Task objective: Scan the entries and copy each line where the word "italic" is present.

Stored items
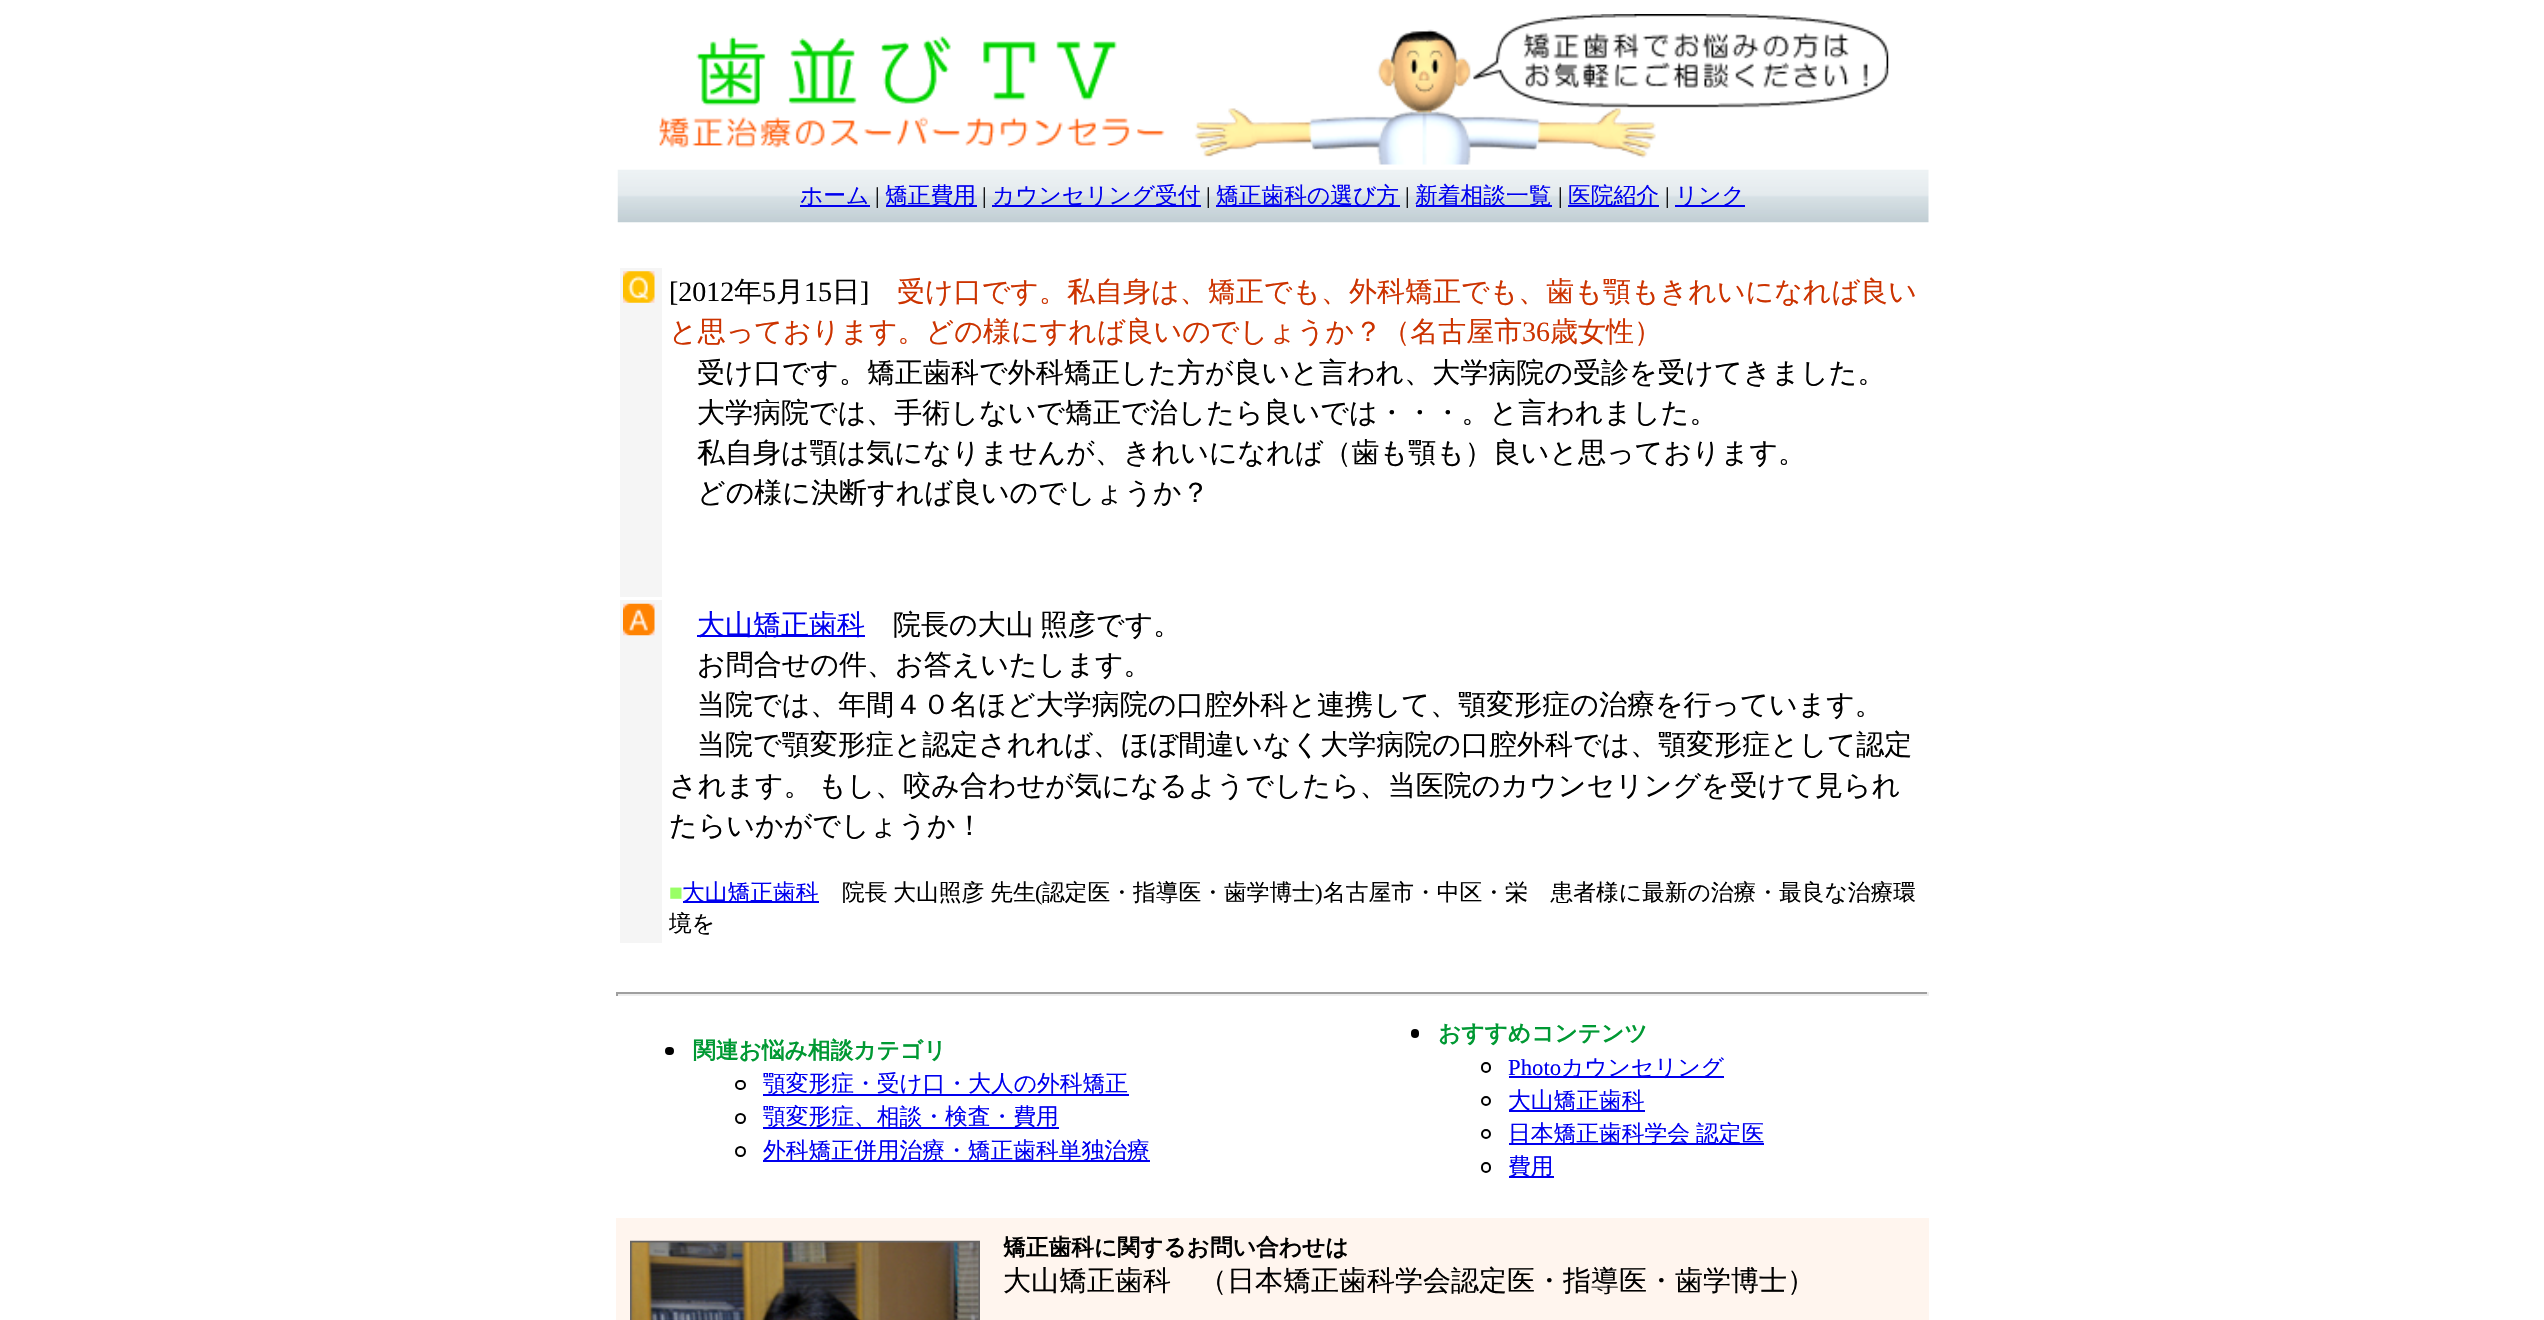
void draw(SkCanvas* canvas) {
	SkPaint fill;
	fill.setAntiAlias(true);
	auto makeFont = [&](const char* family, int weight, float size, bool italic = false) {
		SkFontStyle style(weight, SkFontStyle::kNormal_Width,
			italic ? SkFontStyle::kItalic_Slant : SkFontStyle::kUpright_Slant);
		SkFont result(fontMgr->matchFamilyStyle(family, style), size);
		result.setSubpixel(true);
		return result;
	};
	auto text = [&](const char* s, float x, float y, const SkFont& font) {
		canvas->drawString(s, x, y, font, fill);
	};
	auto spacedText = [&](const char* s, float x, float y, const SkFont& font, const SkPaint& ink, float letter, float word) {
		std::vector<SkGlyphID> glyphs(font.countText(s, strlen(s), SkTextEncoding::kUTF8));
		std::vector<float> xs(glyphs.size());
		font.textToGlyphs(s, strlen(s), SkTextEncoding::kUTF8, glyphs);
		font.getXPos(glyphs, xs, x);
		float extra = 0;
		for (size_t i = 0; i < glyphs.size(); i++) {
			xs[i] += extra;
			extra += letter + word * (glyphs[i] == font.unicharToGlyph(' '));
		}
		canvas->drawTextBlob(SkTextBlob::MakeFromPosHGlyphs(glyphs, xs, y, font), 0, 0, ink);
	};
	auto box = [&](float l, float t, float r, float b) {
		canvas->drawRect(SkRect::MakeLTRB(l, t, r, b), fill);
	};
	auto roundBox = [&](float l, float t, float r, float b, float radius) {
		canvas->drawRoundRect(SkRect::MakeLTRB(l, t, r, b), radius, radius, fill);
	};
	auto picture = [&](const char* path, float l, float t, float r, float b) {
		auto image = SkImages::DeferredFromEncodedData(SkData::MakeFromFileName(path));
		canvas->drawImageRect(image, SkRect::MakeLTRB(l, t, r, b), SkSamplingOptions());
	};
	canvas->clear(0xFFFFFFFF);
	picture("image0.png", 659, 14, 1889, 165);
	picture("image1.png", 617, 169, 1929, 223);
	fill.setColor(0xFF0000EE);
	box(800, 205, 870, 207);
	box(886, 205, 977, 207);
	box(992, 205, 1201, 207);
	box(1216, 205, 1400, 207);
	box(1416, 205, 1552, 207);
	box(1568, 205, 1659, 207);
	box(1675, 205, 1745, 207);
	fill.setColor(0xFFF5F5F5);
	box(620, 268, 662, 597);
	picture("image2.png", 623, 271, 655, 303);
	box(620, 600, 662, 943);
	picture("image3.png", 623, 603, 655, 636);
	fill.setColor(0xFF0000EE);
	box(697, 635, 865, 637);
	box(683, 901, 819, 903);
	fill.setColor(0xFF9F9F9F);
	box(616, 992, 1929, 994);
	fill.setColor(0xFFEEEEEE);
	box(1927, 992, 1929, 996);
	box(616, 994, 1929, 996);
	fill.setColor(0xFF9F9F9F);
	box(616, 992, 618, 996);
	fill.setColor(0xFF000000);
	roundBox(665, 1047, 674, 1055, 4);
	fill.setStyle(SkPaint::kStroke_Style);
	fill.setStrokeWidth(2);
	canvas->drawRoundRect(SkRect::MakeLTRB(736, 1081, 745, 1089), 4, 4, fill);
	fill.setStyle(SkPaint::kFill_Style);
	fill.setColor(0xFF0000EE);
	box(763, 1094, 1129, 1096);
	fill.setStyle(SkPaint::kStroke_Style);
	fill.setColor(0xFF000000);
	canvas->drawCircle(740.5f, 1118.5f, 4.5f, fill);
	fill.setStyle(SkPaint::kFill_Style);
	fill.setColor(0xFF0000EE);
	box(763, 1127, 1059, 1129);
	fill.setStyle(SkPaint::kStroke_Style);
	fill.setColor(0xFF000000);
	canvas->drawCircle(740.5f, 1151.5f, 4.5f, fill);
	fill.setStyle(SkPaint::kFill_Style);
	fill.setColor(0xFF0000EE);
	box(763, 1160, 1150, 1162);
	fill.setColor(0xFF000000);
	roundBox(1411, 1029, 1419, 1038, 4);
	fill.setStyle(SkPaint::kStroke_Style);
	canvas->drawRoundRect(SkRect::MakeLTRB(1482, 1063, 1490, 1072), 4, 4, fill);
	fill.setStyle(SkPaint::kFill_Style);
	fill.setColor(0xFF0000EE);
	box(1509, 1076, 1724, 1078);
	fill.setStyle(SkPaint::kStroke_Style);
	fill.setColor(0xFF000000);
	canvas->drawCircle(1486, 1101, 4, fill);
	fill.setStyle(SkPaint::kFill_Style);
	fill.setColor(0xFF0000EE);
	box(1509, 1110, 1645, 1112);
	fill.setStyle(SkPaint::kStroke_Style);
	fill.setColor(0xFF000000);
	canvas->drawCircle(1486, 1134, 4, fill);
	fill.setStyle(SkPaint::kFill_Style);
	fill.setColor(0xFF0000EE);
	box(1509, 1143, 1764, 1145);
	fill.setStyle(SkPaint::kStroke_Style);
	fill.setColor(0xFF000000);
	canvas->drawRoundRect(SkRect::MakeLTRB(1482, 1163, 1490, 1172), 4, 4, fill);
	fill.setStyle(SkPaint::kFill_Style);
	fill.setColor(0xFF0000EE);
	box(1509, 1176, 1554, 1178);
	fill.setColor(0xFFFFF5EE);
	box(616, 1218, 1929, 1320);
	picture("image4.png", 630, 1240, 980, 1320);
	auto font1 = makeFont("WenQuanYi Zen Hei", 500, 22.75f);
	fill.setColor(0xFF0000EE);
	text("ホーム", 800, 203, font1);
	auto font2 = makeFont("Liberation Serif", 400, 22.75f);
	fill.setColor(0xFF000000);
	text("|", 875, 203, font2);
	fill.setColor(0xFF0000EE);
	text("矯正費用", 885, 203, font1);
	fill.setColor(0xFF000000);
	text("|", 982, 203, font2);
	fill.setColor(0xFF0000EE);
	text("カウンセリング受付", 992, 203, font1);
	fill.setColor(0xFF000000);
	text("|", 1206, 203, font2);
	fill.setColor(0xFF0000EE);
	text("矯正歯科の選び方", 1216, 203, font1);
	fill.setColor(0xFF000000);
	text("|", 1405, 203, font2);
	fill.setColor(0xFF0000EE);
	text("新着相談一覧", 1415, 203, font1);
	fill.setColor(0xFF000000);
	text("|", 1558, 203, font2);
	fill.setColor(0xFF0000EE);
	text("医院紹介", 1568, 203, font1);
	fill.setColor(0xFF000000);
	text("|", 1665, 203, font2);
	fill.setColor(0xFF0000EE);
	text("リンク", 1675, 203, font1);
	auto font3 = makeFont("Liberation Serif", 400, 28);
	fill.setColor(0xFF000000);
	text("[2012", 669, 301, font3);
	auto font4 = makeFont("WenQuanYi Zen Hei", 500, 28);
	text("年", 734, 301, font4);
	text("5", 762, 301, font3);
	text("月", 776, 301, font4);
	text("15", 804, 301, font3);
	text("日", 832, 301, font4);
	text("]", 860, 301, font3);
	fill.setColor(0xFFCC3300);
	text("受け口です。私自身は、矯正でも、外科矯正でも、歯も顎もきれいになれば良い", 897, 301, font4);
	text("と思っております。どの様にすれば良いのでしょうか？（名古屋市", 669, 341, font4);
	text("36", 1522, 341, font3);
	text("歳女性）", 1550, 341, font4);
	fill.setColor(0xFF000000);
	text("受け口です。矯正歯科で外科矯正した方が良いと言われ、大学病院の受診を受けてきました。", 697, 382, font4);
	text("大学病院では、手術しないで矯正で治したら良いでは・・・。と言われました。", 697, 422, font4);
	text("私自身は顎は気になりませんが、きれいになれば（歯も顎も）良いと思っております。", 697, 462, font4);
	text("どの様に決断すれば良いのでしょうか？", 697, 502, font4);
	fill.setColor(0xFF0000EE);
	text("大山矯正歯科", 697, 634, font4);
	fill.setColor(0xFF000000);
	text("院長の大山", 893, 634, font4);
	text("照彦です。", 1040, 634, font4);
	text("お問合せの件、お答えいたします。", 697, 674, font4);
	text("当院では、年間４０名ほど大学病院の口腔外科と連携して、顎変形症の治療を行っています。", 697, 714, font4);
	text("当院で顎変形症と認定されれば、ほぼ間違いなく大学病院の口腔外科では、顎変形症として認定", 697, 754, font4);
	text("されます。", 669, 795, font4);
	text("もし、咬み合わせが気になるようでしたら、当医院のカウンセリングを受けて見られ", 818, 795, font4);
	text("たらいかがでしょうか！", 669, 835, font4);
	fill.setColor(0xFF99FF66);
	text("■", 669, 900, font2);
	fill.setColor(0xFF0000EE);
	text("大山矯正歯科", 682, 900, font1);
	fill.setColor(0xFF000000);
	spacedText("院長 大山照彦 先生", 842, 900, font1, fill, 0, -1);
	text("(", 1035, 900, font2);
	text("認定医・指導医・歯学博士", 1042, 900, font1);
	text(")", 1315, 900, font2);
	text("名古屋市・中区・栄　患者様に最新の治療・最良な治療環", 1323, 900, font1);
	text("境を", 669, 931, font1);
	auto font5 = makeFont("WenQuanYi Zen Hei", 700, 22.75f);
	fill.setColor(0xFF009933);
	text("関連お悩み相談カテゴリ", 693, 1058, font5);
	fill.setColor(0xFF0000EE);
	text("顎変形症・受け口・大人の外科矯正", 763, 1091, font1);
	text("顎変形症、相談・検査・費用", 763, 1124, font1);
	text("外科矯正併用治療・矯正歯科単独治療", 763, 1158, font1);
	fill.setColor(0xFF009933);
	text("おすすめコンテンツ", 1438, 1041, font5);
	fill.setColor(0xFF0000EE);
	text("Photo", 1508, 1075, font2);
	text("カウンセリング", 1561, 1075, font1);
	text("大山矯正歯科", 1508, 1108, font1);
	text("日本矯正歯科学会", 1508, 1141, font1);
	text("認定医", 1696, 1141, font1);
	text("費用", 1508, 1174, font1);
	fill.setColor(0xFF000000);
	text("矯正歯科に関するお問い合わせは", 1003, 1255, font5);
	text("大山矯正歯科　（日本矯正歯科学会認定医・指導医・歯学博士）", 1003, 1290, font4);
}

Answer area:
	auto makeFont = [&](const char* family, int weight, float size, bool italic = false) {
			italic ? SkFontStyle::kItalic_Slant : SkFontStyle::kUpright_Slant);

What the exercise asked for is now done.